The Supreme Court affirmed, holding that the demonstrative evidence was
created in conditions substantially similar to those on the night in question and that
Finch had been able to address any differences during questioning. Id. at 818. It
further concluded that, because the video did not purport to be a reenactment of
the event, the probative value of the evidence was not outweighed by prejudice to
the defendant. Id.
This case is more analogous to Finch than to Hunter. First, the differences
on which Brewer relies–the height of the camera, the time of day, and the location
from which photographs were taken–are similar to the differences rejected by the
Supreme Court in Finch as insufficient to exclude the demonstrative evidence.
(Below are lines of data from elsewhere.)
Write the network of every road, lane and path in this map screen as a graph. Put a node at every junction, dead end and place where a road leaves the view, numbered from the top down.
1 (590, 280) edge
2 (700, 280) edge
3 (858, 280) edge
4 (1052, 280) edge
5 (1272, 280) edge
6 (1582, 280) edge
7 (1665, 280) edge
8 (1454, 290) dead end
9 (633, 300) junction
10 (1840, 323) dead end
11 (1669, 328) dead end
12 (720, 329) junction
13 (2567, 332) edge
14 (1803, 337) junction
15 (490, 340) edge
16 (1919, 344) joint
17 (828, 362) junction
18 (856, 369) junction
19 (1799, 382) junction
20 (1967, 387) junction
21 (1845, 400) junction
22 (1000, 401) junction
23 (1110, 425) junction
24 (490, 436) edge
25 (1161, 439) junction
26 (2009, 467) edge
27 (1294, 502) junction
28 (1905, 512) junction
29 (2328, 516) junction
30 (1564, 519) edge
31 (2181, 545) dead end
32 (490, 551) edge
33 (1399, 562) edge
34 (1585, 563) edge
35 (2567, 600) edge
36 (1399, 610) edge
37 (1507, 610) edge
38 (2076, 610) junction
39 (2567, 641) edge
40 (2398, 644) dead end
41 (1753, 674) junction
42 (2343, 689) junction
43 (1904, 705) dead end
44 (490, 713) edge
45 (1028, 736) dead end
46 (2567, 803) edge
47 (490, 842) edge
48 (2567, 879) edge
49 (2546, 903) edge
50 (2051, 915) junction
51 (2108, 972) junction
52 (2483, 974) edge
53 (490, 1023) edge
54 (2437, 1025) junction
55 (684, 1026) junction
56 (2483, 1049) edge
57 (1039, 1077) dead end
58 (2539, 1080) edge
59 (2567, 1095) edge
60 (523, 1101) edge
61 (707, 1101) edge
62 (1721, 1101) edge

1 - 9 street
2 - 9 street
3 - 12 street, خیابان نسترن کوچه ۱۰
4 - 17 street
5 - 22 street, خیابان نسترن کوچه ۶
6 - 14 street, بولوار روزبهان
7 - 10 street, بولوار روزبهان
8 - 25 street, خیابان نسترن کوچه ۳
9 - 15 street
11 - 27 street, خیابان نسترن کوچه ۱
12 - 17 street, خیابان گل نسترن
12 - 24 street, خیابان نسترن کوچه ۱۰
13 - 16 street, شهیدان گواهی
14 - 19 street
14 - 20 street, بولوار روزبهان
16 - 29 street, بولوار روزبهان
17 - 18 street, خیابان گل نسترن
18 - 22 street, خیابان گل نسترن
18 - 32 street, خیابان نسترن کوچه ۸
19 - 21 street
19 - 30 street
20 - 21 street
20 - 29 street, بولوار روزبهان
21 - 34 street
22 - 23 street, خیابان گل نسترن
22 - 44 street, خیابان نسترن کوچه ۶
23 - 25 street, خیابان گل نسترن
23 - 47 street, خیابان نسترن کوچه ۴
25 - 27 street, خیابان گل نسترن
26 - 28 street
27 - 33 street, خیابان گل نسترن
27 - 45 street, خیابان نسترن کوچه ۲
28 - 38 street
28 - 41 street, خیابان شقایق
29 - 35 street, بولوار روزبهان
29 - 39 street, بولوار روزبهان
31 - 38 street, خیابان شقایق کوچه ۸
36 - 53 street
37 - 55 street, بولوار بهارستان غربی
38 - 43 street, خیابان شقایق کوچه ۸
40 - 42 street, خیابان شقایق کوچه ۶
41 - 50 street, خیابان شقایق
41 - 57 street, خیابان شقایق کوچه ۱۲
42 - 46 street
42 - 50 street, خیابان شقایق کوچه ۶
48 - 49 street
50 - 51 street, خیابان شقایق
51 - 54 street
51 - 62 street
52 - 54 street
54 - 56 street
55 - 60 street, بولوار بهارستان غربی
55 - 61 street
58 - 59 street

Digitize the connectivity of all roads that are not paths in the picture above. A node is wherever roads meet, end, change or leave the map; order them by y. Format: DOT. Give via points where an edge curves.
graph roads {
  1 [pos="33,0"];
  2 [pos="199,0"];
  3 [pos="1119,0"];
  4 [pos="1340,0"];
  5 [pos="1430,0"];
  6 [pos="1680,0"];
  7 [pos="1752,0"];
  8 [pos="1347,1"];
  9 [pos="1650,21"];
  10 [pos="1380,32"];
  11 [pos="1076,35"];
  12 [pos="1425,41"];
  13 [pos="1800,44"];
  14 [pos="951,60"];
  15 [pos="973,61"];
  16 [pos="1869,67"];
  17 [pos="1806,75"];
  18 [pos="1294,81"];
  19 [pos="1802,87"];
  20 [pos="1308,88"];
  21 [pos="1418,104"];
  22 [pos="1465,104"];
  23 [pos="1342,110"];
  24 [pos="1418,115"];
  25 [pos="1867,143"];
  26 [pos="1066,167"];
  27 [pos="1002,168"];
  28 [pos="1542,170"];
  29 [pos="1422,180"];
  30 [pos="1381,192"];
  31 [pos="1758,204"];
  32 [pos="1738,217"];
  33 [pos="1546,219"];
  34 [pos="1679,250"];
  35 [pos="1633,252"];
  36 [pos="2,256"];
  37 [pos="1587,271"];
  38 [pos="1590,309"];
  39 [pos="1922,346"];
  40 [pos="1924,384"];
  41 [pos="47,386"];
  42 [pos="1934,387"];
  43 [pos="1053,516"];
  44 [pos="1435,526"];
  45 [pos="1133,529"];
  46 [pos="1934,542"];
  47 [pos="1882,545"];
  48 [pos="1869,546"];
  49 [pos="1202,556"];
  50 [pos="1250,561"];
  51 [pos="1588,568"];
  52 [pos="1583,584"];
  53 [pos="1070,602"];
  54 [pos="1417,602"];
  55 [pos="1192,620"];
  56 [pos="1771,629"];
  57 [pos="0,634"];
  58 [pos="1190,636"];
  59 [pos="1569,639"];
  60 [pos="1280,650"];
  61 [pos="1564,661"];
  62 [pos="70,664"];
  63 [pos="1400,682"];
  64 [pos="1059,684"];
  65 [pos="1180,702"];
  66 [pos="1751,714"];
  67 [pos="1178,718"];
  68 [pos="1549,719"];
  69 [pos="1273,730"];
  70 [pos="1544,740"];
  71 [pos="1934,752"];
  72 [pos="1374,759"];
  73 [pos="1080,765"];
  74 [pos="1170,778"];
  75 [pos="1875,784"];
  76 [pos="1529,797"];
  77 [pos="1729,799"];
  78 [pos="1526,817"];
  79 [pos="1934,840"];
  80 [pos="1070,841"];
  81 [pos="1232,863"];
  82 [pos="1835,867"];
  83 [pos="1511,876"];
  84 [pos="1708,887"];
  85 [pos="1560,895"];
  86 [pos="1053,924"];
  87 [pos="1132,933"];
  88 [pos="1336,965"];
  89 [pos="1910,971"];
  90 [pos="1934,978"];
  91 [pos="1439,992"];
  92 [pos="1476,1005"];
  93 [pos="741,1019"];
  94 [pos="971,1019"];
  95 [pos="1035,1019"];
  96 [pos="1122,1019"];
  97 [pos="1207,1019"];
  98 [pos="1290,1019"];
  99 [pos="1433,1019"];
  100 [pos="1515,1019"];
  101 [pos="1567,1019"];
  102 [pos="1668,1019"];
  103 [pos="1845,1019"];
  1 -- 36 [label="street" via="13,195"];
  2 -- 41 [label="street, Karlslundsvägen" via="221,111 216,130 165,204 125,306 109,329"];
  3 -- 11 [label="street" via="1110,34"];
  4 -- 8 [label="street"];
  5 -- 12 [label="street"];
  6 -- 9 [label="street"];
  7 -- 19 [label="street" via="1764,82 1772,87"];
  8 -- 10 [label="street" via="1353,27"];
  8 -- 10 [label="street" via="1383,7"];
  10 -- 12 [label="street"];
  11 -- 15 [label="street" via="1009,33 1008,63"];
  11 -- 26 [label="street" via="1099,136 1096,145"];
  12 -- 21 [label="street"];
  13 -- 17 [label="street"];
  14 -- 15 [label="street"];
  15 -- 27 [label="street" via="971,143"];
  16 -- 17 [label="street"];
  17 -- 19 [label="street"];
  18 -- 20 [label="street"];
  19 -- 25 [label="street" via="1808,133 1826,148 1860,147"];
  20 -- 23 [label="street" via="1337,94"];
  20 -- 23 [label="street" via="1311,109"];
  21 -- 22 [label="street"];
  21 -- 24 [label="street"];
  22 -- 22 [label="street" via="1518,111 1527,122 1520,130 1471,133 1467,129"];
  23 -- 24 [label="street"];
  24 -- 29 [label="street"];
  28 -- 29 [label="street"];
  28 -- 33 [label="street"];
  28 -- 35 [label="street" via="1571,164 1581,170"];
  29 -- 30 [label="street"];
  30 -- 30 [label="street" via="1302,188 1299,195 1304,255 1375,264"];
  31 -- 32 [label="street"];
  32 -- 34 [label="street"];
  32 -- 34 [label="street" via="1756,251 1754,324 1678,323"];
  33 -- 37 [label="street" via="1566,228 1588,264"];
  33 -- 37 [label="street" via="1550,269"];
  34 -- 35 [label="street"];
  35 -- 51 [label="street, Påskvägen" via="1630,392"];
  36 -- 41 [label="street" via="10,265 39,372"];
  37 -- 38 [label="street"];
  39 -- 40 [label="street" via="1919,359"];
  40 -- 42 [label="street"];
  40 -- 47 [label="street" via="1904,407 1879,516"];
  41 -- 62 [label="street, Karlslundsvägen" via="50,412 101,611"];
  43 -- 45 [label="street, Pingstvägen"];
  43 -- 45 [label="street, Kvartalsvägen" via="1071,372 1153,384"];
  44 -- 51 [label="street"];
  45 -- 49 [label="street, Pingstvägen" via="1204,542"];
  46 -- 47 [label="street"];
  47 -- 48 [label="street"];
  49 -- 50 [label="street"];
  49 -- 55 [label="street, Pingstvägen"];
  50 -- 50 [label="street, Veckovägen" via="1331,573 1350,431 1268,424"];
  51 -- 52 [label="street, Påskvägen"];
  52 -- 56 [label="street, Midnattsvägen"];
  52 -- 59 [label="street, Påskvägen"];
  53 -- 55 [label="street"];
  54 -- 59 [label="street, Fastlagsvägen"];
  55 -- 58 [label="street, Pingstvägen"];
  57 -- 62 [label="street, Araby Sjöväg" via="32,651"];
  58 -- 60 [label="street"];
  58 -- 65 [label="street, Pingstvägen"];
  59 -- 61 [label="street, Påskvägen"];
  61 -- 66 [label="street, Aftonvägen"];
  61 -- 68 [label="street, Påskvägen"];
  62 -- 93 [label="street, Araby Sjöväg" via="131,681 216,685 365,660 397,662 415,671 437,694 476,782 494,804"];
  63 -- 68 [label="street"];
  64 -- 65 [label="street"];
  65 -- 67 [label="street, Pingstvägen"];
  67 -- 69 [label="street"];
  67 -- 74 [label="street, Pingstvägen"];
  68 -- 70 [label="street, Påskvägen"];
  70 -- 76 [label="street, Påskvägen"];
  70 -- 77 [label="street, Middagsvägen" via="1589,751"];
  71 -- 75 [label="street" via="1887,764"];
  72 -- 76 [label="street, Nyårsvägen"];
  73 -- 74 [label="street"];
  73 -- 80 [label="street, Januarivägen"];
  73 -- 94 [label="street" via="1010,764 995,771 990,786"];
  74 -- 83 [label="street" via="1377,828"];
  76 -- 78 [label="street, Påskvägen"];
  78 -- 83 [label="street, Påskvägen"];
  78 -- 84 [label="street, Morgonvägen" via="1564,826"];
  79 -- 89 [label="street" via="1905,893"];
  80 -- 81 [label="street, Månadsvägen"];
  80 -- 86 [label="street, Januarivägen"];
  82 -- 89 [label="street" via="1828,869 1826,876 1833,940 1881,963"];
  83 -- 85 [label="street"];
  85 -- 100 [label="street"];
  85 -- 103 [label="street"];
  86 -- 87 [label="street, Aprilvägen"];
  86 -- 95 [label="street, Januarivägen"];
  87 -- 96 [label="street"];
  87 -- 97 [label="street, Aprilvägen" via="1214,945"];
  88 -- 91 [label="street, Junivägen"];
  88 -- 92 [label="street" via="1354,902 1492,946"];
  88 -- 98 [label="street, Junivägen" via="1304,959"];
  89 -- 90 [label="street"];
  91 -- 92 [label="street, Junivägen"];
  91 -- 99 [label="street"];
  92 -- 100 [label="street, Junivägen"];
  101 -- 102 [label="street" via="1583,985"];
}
Detective Bacon explained all of the differences to the jury and they were easily
ascertainable by the jury who had photos and videos of the day of the accident
with which to compare the demonstrative evidence. Second, unlike in Hunter, the
jurors did not become participants in the demonstration and the State did not ask
jurors to base their decision on how they felt when engaging in the same conduct
as the defendant. Because perception of the pressure needed to pull a trigger is
so variable depending on the person actually pulling the trigger, the jurors’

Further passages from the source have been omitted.